Jonty sniggered, pleased. “Eh, he’s a big boy. He can take it.”

“It’s you I’m worried about!” she retorted, trying not to chuckle.

Before crossing the bridge across the Sevock into the city’s triangular central district between the rivers, they pulled up the hoods of their cloaks.

The soldiers stationed by the city gates only looked on idly while the milling crowd came and went. Still, they weren’t taking any chances. Wrynne smuggled Thaydor into Pleiburg with a
hasten
spell, whisking him to safety.

Once inside the city walls, the two of them waited nervously, watching around the corner of a nearby alley while Jonty rode in, leading Avalanche and Polly. They had covered Thaydor’s warhorse with Polly’s plain blanket in an effort to conceal the white stallion’s magnificence.

To their relief, the bard got into the city without incident. Nobody recognized Avalanche or the famous bard without his distinctive Highland plaid.

Reunited, they hurried through the back streets, doing all they could to avoid calling attention to themselves.

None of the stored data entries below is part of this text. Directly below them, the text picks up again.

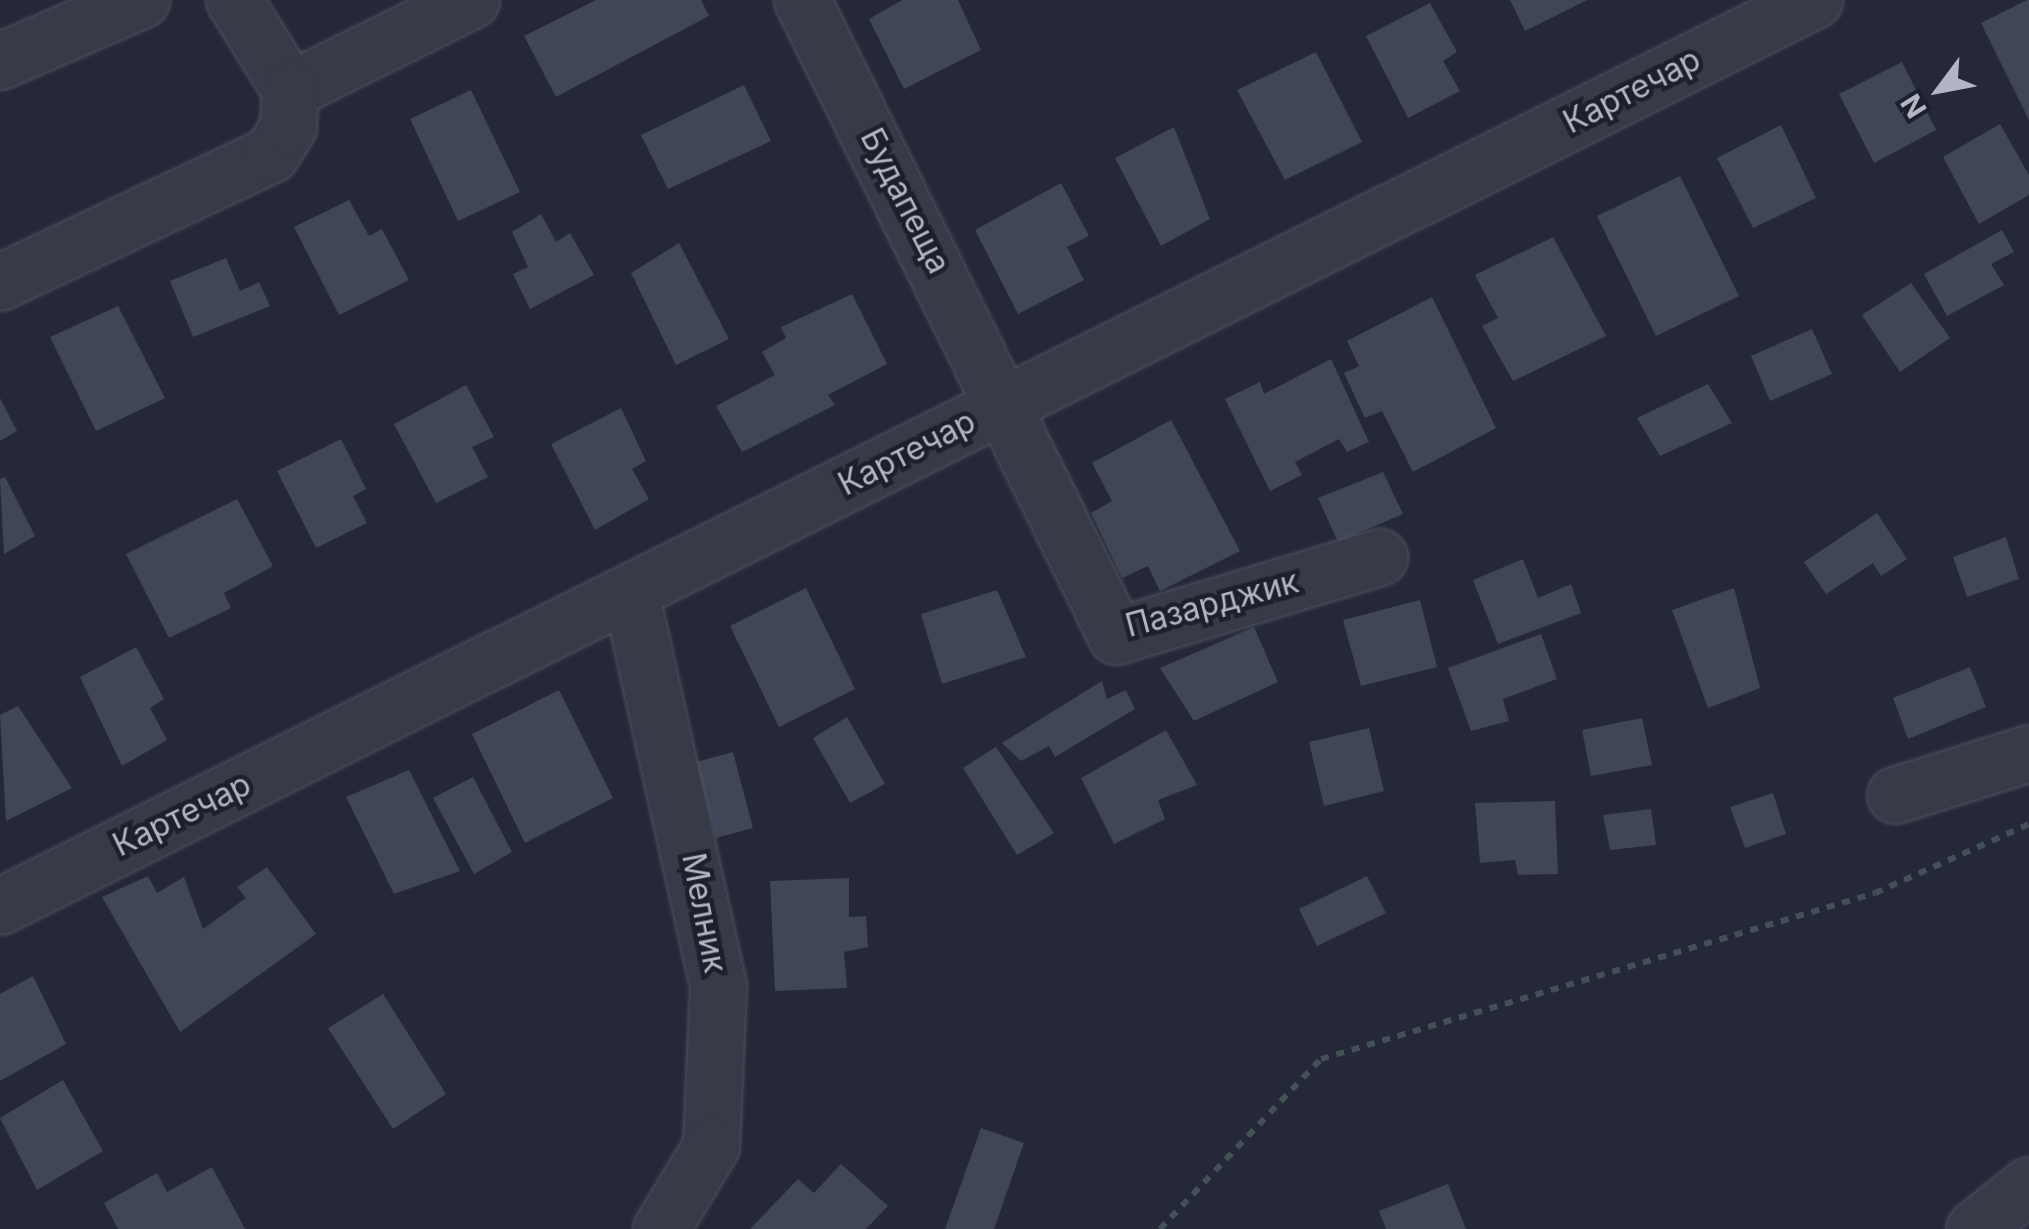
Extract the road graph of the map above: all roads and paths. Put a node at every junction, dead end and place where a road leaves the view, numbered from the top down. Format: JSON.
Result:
{"nodes":[{"id":1,"x":141,"y":0,"type":"edge"},
{"id":2,"x":234,"y":0,"type":"edge"},
{"id":3,"x":470,"y":0,"type":"edge"},
{"id":4,"x":802,"y":0,"type":"edge"},
{"id":5,"x":1814,"y":0,"type":"edge"},
{"id":6,"x":0,"y":60,"type":"edge"},
{"id":7,"x":290,"y":90,"type":"junction"},
{"id":8,"x":0,"y":282,"type":"edge"},
{"id":9,"x":1008,"y":403,"type":"junction"},
{"id":10,"x":1380,"y":557,"type":"dead end"},
{"id":11,"x":630,"y":592,"type":"junction"},
{"id":12,"x":2029,"y":752,"type":"edge"},
{"id":13,"x":1896,"y":796,"type":"dead end"},
{"id":14,"x":2029,"y":824,"type":"edge"},
{"id":15,"x":0,"y":906,"type":"edge"},
{"id":16,"x":2029,"y":1186,"type":"edge"},
{"id":17,"x":662,"y":1229,"type":"edge"},
{"id":18,"x":1160,"y":1229,"type":"edge"},
{"id":19,"x":1974,"y":1229,"type":"edge"}],
"edges":[{"from":1,"to":6,"type":"street"},
{"from":2,"to":7,"type":"street"},
{"from":3,"to":7,"type":"street"},
{"from":4,"to":9,"type":"street","name":"Будапеща"},
{"from":5,"to":9,"type":"street","name":"Картечар"},
{"from":7,"to":8,"type":"street"},
{"from":9,"to":10,"type":"street","name":"Пазарджик"},
{"from":9,"to":11,"type":"street","name":"Картечар"},
{"from":11,"to":15,"type":"street","name":"Картечар"},
{"from":11,"to":17,"type":"street","name":"Мелник"},
{"from":12,"to":13,"type":"street"},
{"from":14,"to":18,"type":"path"},
{"from":16,"to":19,"type":"street"}]}
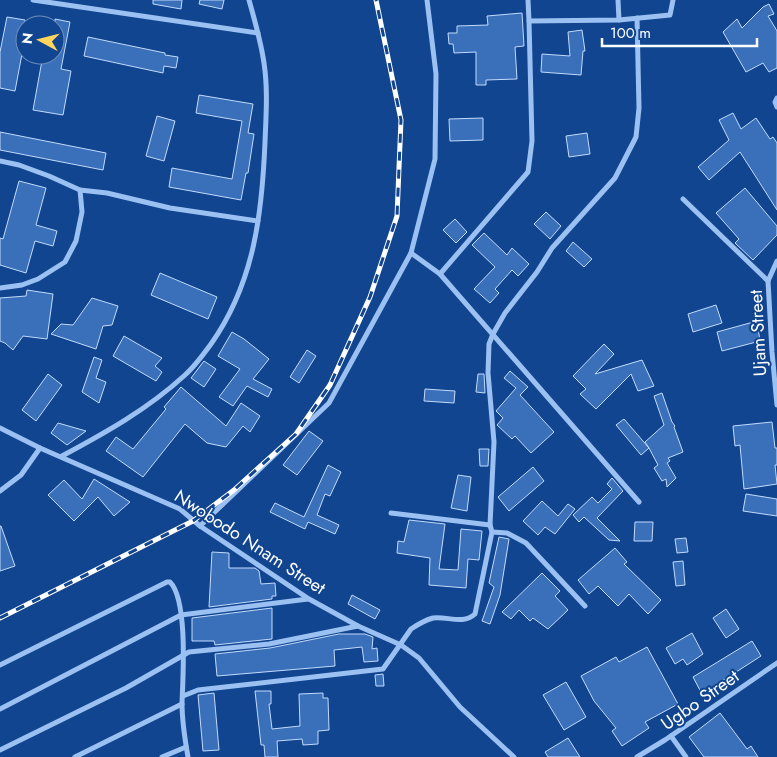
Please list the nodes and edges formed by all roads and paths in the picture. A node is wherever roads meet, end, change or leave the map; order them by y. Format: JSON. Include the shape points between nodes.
{"nodes":[{"id":1,"x":33,"y":0,"type":"edge"},
{"id":2,"x":249,"y":0,"type":"edge"},
{"id":3,"x":427,"y":0,"type":"edge"},
{"id":4,"x":528,"y":0,"type":"edge"},
{"id":5,"x":618,"y":0,"type":"edge"},
{"id":6,"x":672,"y":0,"type":"edge"},
{"id":7,"x":637,"y":18,"type":"junction"},
{"id":8,"x":619,"y":20,"type":"junction"},
{"id":9,"x":529,"y":21,"type":"junction"},
{"id":10,"x":258,"y":33,"type":"junction"},
{"id":11,"x":777,"y":98,"type":"edge"},
{"id":12,"x":777,"y":107,"type":"edge"},
{"id":13,"x":0,"y":161,"type":"edge"},
{"id":14,"x":80,"y":190,"type":"junction"},
{"id":15,"x":683,"y":199,"type":"dead end"},
{"id":16,"x":258,"y":221,"type":"junction"},
{"id":17,"x":410,"y":253,"type":"junction"},
{"id":18,"x":777,"y":261,"type":"edge"},
{"id":19,"x":440,"y":274,"type":"junction"},
{"id":20,"x":768,"y":281,"type":"junction"},
{"id":21,"x":0,"y":288,"type":"edge"},
{"id":22,"x":493,"y":334,"type":"junction"},
{"id":23,"x":777,"y":405,"type":"edge"},
{"id":24,"x":0,"y":428,"type":"edge"},
{"id":25,"x":40,"y":448,"type":"junction"},
{"id":26,"x":62,"y":456,"type":"junction"},
{"id":27,"x":0,"y":492,"type":"edge"},
{"id":28,"x":639,"y":502,"type":"dead end"},
{"id":29,"x":391,"y":513,"type":"dead end"},
{"id":30,"x":200,"y":526,"type":"junction"},
{"id":31,"x":490,"y":526,"type":"junction"},
{"id":32,"x":492,"y":532,"type":"junction"},
{"id":33,"x":309,"y":599,"type":"junction"},
{"id":34,"x":585,"y":606,"type":"dead end"},
{"id":35,"x":181,"y":615,"type":"junction"},
{"id":36,"x":358,"y":626,"type":"junction"},
{"id":37,"x":401,"y":645,"type":"junction"},
{"id":38,"x":184,"y":654,"type":"junction"},
{"id":39,"x":777,"y":663,"type":"edge"},
{"id":40,"x":0,"y":665,"type":"edge"},
{"id":41,"x":183,"y":696,"type":"junction"},
{"id":42,"x":182,"y":704,"type":"junction"},
{"id":43,"x":0,"y":709,"type":"edge"},
{"id":44,"x":671,"y":736,"type":"junction"},
{"id":45,"x":186,"y":747,"type":"junction"},
{"id":46,"x":0,"y":750,"type":"edge"},
{"id":47,"x":75,"y":757,"type":"edge"},
{"id":48,"x":162,"y":757,"type":"edge"},
{"id":49,"x":188,"y":757,"type":"edge"},
{"id":50,"x":514,"y":757,"type":"edge"},
{"id":51,"x":637,"y":757,"type":"edge"},
{"id":52,"x":686,"y":757,"type":"edge"}],
"edges":[{"from":1,"to":10,"type":"street"},
{"from":2,"to":10,"type":"street"},
{"from":3,"to":17,"type":"street","via":[[436,74],[435,159]]},
{"from":4,"to":9,"type":"street"},
{"from":5,"to":8,"type":"street"},
{"from":6,"to":7,"type":"street","via":[[670,15]]},
{"from":7,"to":8,"type":"street"},
{"from":7,"to":22,"type":"street","via":[[639,108],[636,137],[615,178],[552,248]]},
{"from":8,"to":9,"type":"street"},
{"from":9,"to":19,"type":"street","via":[[532,140],[528,172]]},
{"from":10,"to":16,"type":"street","via":[[266,91],[264,169]]},
{"from":11,"to":12,"type":"street"},
{"from":13,"to":14,"type":"street","via":[[19,165]]},
{"from":14,"to":16,"type":"street"},
{"from":14,"to":21,"type":"street","via":[[82,212],[76,241],[65,262],[38,280]]},
{"from":15,"to":20,"type":"street"},
{"from":16,"to":26,"type":"street","via":[[252,254],[235,305],[201,358],[186,375],[147,406]]},
{"from":17,"to":19,"type":"street"},
{"from":17,"to":30,"type":"street","via":[[329,404]]},
{"from":18,"to":20,"type":"street","name":"Ujam Street"},
{"from":19,"to":22,"type":"street"},
{"from":20,"to":23,"type":"street","name":"Ujam Street"},
{"from":22,"to":28,"type":"street"},
{"from":22,"to":31,"type":"street","via":[[488,373],[494,442]]},
{"from":24,"to":25,"type":"street","name":"Nwobodo Nnam Street"},
{"from":25,"to":26,"type":"street","name":"Nwobodo Nnam Street"},
{"from":25,"to":27,"type":"street","via":[[21,475]]},
{"from":26,"to":30,"type":"street","name":"Nwobodo Nnam Street","via":[[180,509]]},
{"from":29,"to":31,"type":"street"},
{"from":30,"to":33,"type":"street","name":"Nwobodo Nnam Street"},
{"from":31,"to":32,"type":"street"},
{"from":32,"to":34,"type":"street","via":[[507,533],[526,543]]},
{"from":32,"to":37,"type":"street","via":[[475,614],[462,620],[431,618],[411,629]]},
{"from":33,"to":35,"type":"street"},
{"from":33,"to":36,"type":"street","name":"Nwobodo Nnam Street"},
{"from":35,"to":38,"type":"street"},
{"from":35,"to":40,"type":"street","via":[[174,588],[167,582]]},
{"from":35,"to":43,"type":"street"},
{"from":36,"to":37,"type":"street","name":"Nwobodo Nnam Street"},
{"from":36,"to":38,"type":"street","via":[[269,644]]},
{"from":37,"to":41,"type":"street","via":[[382,669],[198,690]]},
{"from":37,"to":50,"type":"street","name":"Nwobodo Nnam Street","via":[[420,658],[460,707]]},
{"from":38,"to":41,"type":"street"},
{"from":38,"to":46,"type":"street","via":[[126,688]]},
{"from":39,"to":44,"type":"street","name":"Ugbo Street"},
{"from":41,"to":42,"type":"street"},
{"from":42,"to":45,"type":"street"},
{"from":42,"to":47,"type":"street"},
{"from":44,"to":51,"type":"street","name":"Ugbo Street"},
{"from":44,"to":52,"type":"street"},
{"from":45,"to":48,"type":"street"},
{"from":45,"to":49,"type":"street"}]}
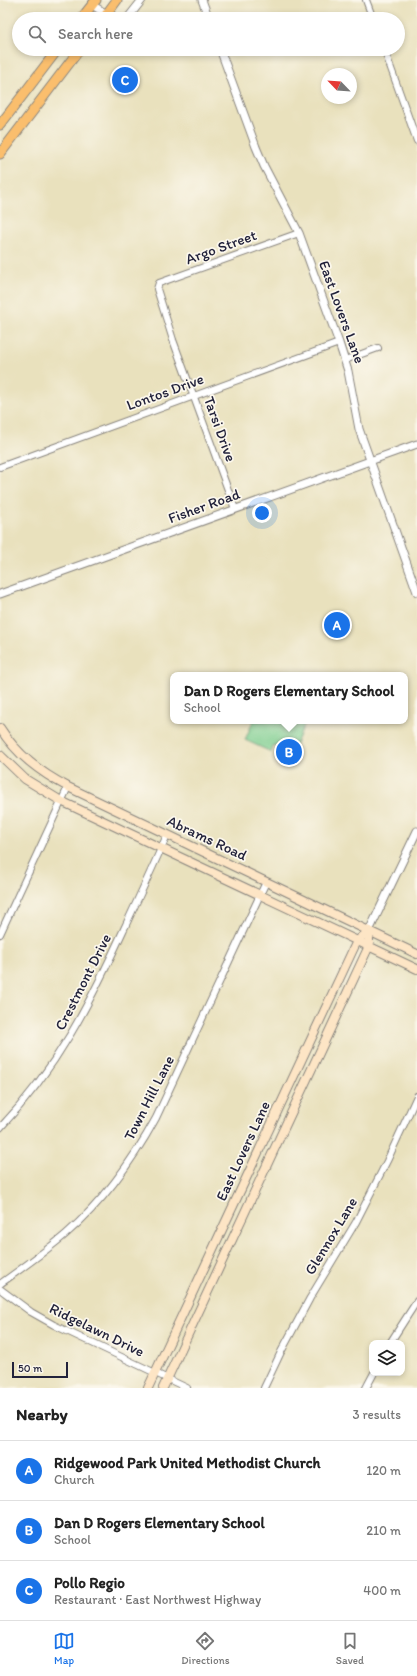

“Are you sure about this?” Wrynne asked Thaydor when they arrived at the stone archway outside the knights’ barracks and training yard.

He nodded. There was a gleam in his eyes at being back at his old quarters. “Follow me. And, er, if anything should happen to go horribly wrong, you and Jonty
hasten
out of here. And don’t go to your family. You will only lead the danger to them.”

“I understand, b-but I’m sure we won’t need to. Right?” she demanded, grabbing hold of his sleeve.

“Right,” he said in a tentative tone that gave her no comfort at all.